What the task requires.
Every line from the first record below down to the line that includes "position:absolute; left:24px; top:24px;" must be reproduced exactly; the pictures are not.

Collected data.
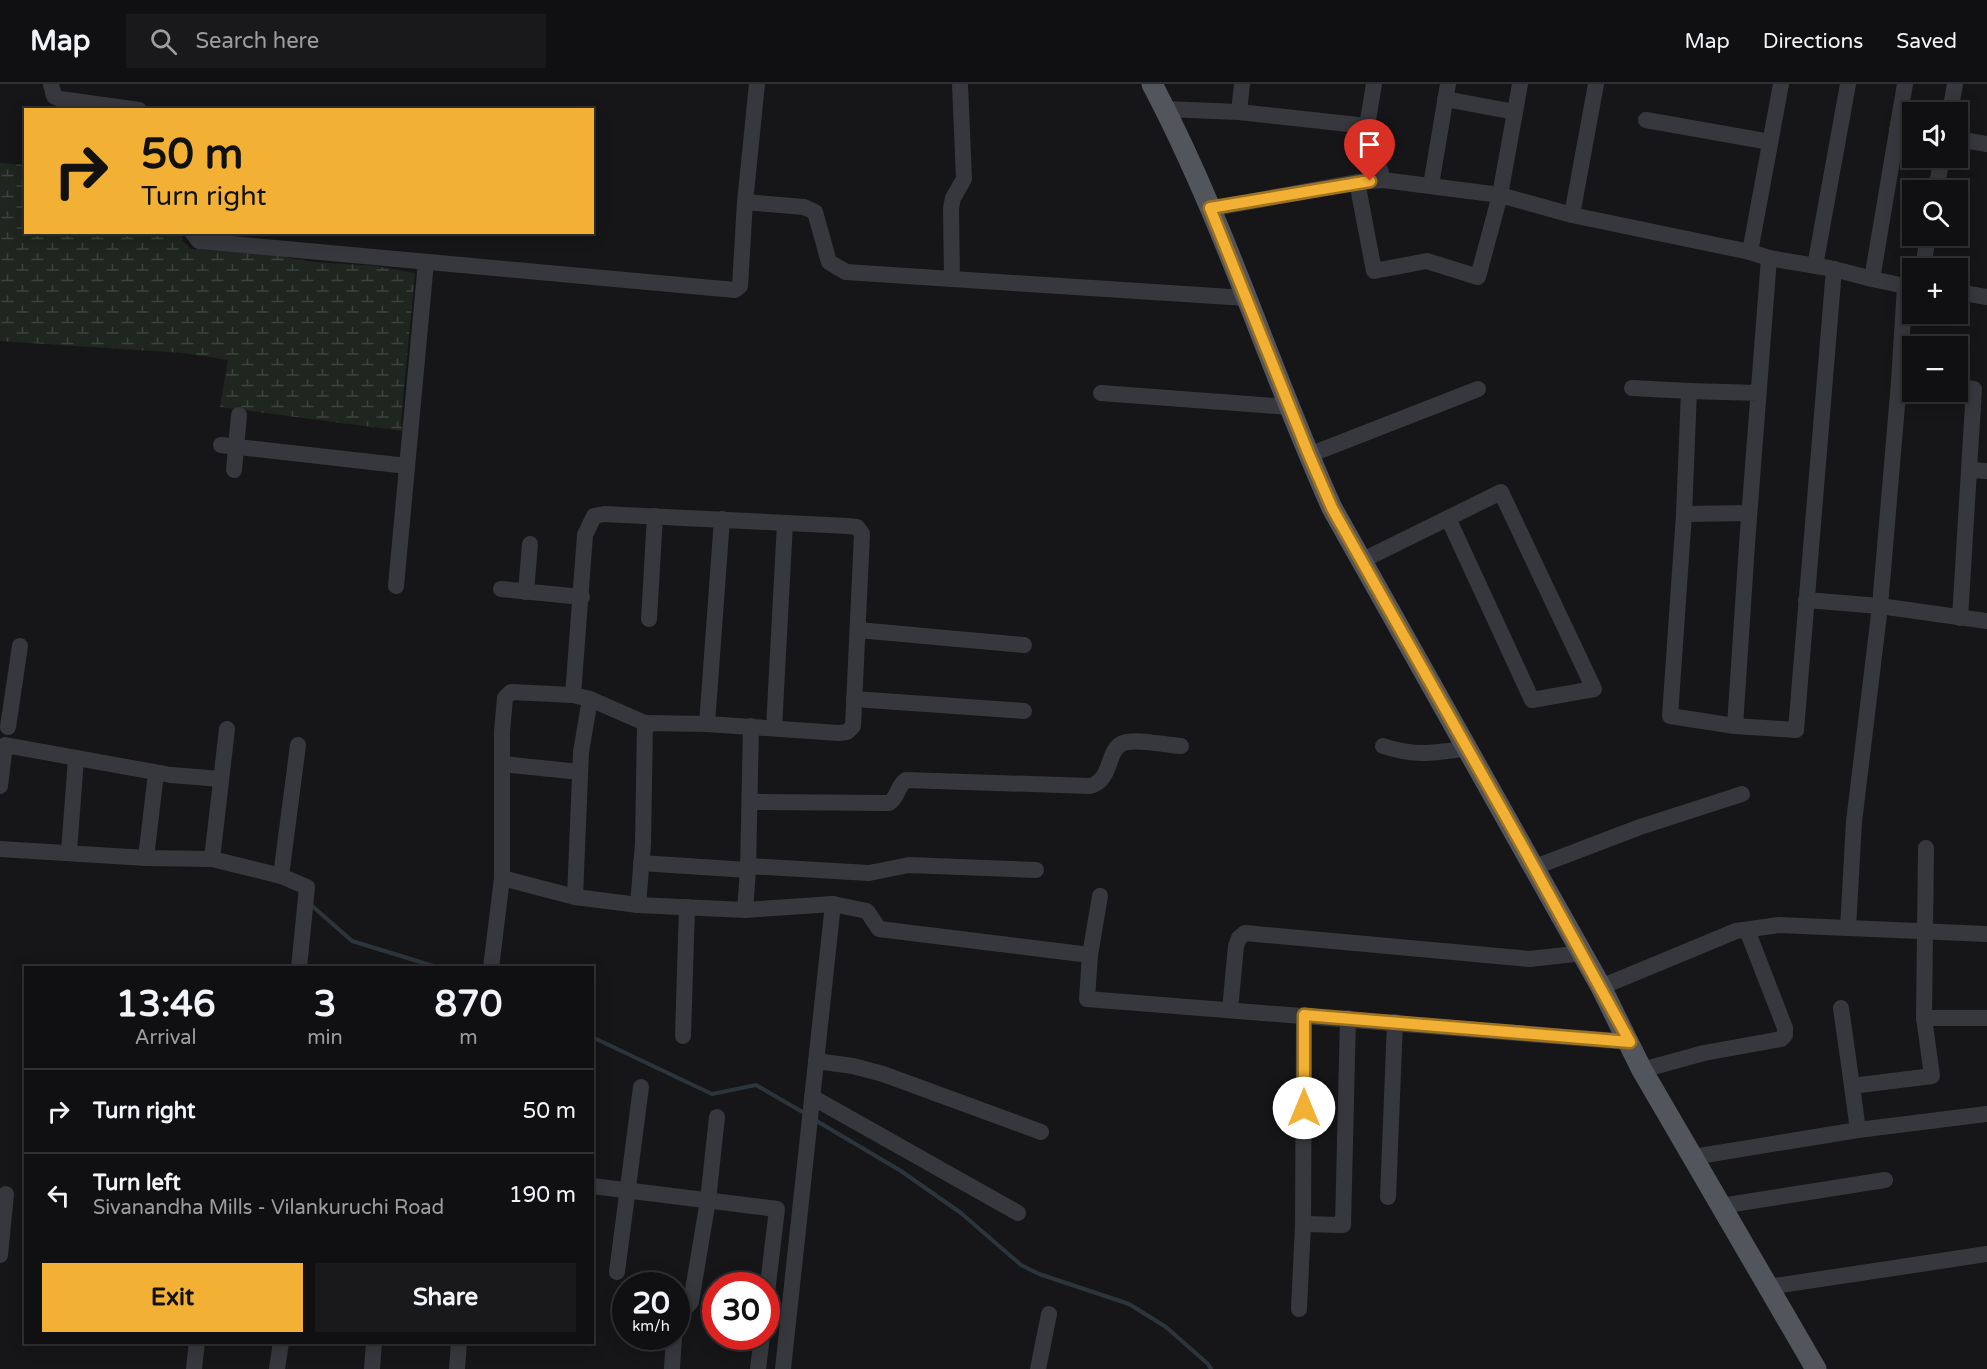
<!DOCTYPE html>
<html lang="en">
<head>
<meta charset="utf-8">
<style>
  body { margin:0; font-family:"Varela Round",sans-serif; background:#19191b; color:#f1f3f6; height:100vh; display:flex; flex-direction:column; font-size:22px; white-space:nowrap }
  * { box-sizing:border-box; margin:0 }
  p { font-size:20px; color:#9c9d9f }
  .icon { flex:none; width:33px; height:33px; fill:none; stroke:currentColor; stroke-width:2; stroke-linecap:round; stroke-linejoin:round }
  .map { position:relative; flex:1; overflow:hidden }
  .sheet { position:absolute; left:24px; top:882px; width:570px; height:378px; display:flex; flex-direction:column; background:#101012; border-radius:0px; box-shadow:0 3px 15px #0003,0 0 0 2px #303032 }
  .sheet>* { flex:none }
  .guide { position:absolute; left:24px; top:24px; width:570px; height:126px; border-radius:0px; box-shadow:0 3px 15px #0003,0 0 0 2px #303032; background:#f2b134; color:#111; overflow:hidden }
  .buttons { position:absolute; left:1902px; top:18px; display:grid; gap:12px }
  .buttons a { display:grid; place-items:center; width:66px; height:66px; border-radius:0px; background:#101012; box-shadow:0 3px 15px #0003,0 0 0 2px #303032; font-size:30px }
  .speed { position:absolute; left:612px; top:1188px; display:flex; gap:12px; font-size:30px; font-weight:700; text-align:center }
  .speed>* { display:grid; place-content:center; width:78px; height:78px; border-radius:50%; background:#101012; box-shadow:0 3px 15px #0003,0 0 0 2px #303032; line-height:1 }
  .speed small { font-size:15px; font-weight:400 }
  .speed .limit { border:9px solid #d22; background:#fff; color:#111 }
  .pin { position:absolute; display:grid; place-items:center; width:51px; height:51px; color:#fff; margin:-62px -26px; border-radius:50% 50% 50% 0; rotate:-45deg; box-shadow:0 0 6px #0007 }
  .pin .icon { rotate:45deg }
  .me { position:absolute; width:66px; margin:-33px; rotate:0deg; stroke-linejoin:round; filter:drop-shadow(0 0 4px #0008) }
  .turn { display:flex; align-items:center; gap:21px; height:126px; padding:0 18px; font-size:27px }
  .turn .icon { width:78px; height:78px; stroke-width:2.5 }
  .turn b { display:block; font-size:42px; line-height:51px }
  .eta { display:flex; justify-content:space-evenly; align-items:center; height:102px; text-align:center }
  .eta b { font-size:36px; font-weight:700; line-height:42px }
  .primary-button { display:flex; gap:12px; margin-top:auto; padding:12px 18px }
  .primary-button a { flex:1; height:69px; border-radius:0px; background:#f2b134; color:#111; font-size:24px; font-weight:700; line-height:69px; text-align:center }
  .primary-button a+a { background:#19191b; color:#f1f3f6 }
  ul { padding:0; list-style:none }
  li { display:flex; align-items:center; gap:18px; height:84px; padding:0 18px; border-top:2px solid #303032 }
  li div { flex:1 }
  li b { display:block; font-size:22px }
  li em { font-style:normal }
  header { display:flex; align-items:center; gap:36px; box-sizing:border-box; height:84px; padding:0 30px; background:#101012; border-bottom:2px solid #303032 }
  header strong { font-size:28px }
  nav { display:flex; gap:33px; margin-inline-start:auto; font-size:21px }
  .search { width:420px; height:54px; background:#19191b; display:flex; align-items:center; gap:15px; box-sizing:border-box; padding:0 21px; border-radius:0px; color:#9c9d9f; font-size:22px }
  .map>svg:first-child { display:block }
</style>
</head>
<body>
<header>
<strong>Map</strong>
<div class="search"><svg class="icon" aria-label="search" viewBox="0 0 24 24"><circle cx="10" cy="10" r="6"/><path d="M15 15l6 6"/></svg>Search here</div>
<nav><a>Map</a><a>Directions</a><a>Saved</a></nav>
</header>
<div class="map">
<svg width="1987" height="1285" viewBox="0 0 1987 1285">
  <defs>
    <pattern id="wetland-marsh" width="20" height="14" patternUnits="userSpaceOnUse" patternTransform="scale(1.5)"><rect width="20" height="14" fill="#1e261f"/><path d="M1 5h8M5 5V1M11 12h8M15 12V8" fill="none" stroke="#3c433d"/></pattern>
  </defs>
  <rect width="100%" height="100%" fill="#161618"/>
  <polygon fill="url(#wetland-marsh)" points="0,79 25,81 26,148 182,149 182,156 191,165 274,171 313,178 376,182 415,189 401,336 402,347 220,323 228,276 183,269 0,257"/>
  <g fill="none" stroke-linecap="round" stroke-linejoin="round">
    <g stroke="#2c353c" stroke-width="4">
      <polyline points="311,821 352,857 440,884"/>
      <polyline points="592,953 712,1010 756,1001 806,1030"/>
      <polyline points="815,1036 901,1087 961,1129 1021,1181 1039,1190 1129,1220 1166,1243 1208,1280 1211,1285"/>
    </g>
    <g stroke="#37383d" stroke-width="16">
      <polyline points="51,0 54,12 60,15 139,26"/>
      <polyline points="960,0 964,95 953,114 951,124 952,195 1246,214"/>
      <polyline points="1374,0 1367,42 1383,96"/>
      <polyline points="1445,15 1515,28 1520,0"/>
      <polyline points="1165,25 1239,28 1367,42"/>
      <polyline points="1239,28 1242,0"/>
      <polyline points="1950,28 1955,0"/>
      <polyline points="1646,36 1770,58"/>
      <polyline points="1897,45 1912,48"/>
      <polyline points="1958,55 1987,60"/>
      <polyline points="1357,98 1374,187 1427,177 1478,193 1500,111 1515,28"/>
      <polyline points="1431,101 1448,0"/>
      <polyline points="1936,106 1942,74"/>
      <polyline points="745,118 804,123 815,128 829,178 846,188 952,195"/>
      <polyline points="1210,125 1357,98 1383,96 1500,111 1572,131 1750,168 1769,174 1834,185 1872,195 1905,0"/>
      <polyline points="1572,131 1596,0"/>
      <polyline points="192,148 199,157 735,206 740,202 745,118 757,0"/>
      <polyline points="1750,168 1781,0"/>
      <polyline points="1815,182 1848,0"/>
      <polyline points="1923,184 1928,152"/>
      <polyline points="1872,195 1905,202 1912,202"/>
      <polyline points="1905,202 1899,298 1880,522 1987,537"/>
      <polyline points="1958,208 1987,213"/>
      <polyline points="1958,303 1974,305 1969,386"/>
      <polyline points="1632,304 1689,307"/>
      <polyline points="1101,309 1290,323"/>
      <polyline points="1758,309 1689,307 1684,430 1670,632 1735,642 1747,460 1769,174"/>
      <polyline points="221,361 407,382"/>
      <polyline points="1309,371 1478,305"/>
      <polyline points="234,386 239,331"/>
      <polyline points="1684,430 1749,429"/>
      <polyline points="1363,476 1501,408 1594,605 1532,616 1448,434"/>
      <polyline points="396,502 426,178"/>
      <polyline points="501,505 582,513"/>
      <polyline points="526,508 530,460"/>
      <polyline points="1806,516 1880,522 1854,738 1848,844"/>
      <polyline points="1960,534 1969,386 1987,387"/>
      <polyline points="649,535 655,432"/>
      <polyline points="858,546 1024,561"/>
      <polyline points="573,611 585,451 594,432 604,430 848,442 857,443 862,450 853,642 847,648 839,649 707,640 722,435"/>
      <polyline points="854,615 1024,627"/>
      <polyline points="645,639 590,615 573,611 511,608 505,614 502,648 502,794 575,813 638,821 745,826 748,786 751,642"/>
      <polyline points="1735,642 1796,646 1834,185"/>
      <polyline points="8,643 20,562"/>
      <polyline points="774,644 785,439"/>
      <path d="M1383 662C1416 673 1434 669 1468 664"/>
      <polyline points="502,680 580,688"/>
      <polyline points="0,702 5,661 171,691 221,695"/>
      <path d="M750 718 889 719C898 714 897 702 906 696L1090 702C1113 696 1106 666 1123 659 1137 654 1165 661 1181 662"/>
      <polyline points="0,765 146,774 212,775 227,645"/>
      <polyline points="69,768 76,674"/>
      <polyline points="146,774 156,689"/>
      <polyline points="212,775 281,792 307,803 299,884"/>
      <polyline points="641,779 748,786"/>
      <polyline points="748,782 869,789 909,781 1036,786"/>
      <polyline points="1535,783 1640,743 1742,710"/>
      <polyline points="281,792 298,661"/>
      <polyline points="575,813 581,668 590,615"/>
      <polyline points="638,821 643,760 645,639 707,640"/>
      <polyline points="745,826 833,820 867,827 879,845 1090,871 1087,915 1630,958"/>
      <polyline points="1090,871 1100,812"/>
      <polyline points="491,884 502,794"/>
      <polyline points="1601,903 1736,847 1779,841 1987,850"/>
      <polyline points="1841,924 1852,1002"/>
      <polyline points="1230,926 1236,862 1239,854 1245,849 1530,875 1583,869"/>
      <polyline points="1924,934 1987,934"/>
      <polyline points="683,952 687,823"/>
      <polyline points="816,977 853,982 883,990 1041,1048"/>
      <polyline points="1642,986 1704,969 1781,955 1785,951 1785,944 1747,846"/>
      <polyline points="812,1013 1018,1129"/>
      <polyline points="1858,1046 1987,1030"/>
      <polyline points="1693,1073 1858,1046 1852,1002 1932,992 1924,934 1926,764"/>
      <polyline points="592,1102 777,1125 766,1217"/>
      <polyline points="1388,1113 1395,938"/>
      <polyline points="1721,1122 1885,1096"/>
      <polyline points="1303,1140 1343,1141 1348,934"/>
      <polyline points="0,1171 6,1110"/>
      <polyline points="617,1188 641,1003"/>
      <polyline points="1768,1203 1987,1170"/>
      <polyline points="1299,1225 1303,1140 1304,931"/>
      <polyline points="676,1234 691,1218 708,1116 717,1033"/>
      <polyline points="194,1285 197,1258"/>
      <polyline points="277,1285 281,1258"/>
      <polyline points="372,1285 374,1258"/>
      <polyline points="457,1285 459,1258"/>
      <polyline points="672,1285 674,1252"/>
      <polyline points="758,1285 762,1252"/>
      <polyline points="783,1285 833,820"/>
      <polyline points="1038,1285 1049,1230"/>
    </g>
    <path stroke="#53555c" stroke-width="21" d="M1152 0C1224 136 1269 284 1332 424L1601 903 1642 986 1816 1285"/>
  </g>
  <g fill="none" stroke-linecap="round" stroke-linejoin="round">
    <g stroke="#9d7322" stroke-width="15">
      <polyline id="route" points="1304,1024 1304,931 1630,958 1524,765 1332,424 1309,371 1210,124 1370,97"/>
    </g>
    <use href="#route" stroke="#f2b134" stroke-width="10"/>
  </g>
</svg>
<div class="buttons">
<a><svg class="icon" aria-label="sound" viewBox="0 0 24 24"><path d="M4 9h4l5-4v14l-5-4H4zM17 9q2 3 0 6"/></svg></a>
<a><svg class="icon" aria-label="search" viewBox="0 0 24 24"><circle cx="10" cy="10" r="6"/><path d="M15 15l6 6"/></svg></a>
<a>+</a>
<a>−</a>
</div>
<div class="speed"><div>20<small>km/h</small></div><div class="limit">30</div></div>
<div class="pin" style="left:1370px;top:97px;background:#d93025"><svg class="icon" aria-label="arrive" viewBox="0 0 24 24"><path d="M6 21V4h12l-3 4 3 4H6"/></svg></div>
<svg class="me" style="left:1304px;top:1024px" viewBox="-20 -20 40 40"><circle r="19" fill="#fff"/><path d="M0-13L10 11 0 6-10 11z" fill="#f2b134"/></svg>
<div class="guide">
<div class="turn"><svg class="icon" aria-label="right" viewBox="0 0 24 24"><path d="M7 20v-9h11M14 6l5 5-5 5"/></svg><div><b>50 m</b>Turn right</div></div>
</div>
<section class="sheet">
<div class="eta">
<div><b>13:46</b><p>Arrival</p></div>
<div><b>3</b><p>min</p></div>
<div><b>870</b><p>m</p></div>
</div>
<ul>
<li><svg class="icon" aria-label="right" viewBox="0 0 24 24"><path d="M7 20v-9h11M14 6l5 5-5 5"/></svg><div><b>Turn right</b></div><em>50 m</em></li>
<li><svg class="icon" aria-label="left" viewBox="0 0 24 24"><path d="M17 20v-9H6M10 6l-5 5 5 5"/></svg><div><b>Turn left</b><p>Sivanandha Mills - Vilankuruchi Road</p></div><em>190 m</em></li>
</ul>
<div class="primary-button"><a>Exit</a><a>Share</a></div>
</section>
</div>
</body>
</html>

Task result.
<!DOCTYPE html>
<html lang="en">
<head>
<meta charset="utf-8">
<style>
  body { margin:0; font-family:"Varela Round",sans-serif; background:#19191b; color:#f1f3f6; height:100vh; display:flex; flex-direction:column; font-size:22px; white-space:nowrap }
  * { box-sizing:border-box; margin:0 }
  p { font-size:20px; color:#9c9d9f }
  .icon { flex:none; width:33px; height:33px; fill:none; stroke:currentColor; stroke-width:2; stroke-linecap:round; stroke-linejoin:round }
  .map { position:relative; flex:1; overflow:hidden }
  .sheet { position:absolute; left:24px; top:882px; width:570px; height:378px; display:flex; flex-direction:column; background:#101012; border-radius:0px; box-shadow:0 3px 15px #0003,0 0 0 2px #303032 }
  .sheet>* { flex:none }
  .guide { position:absolute; left:24px; top:24px; width:570px; height:126px; border-radius:0px; box-shadow:0 3px 15px #0003,0 0 0 2px #303032; background:#f2b134; color:#111; overflow:hidden }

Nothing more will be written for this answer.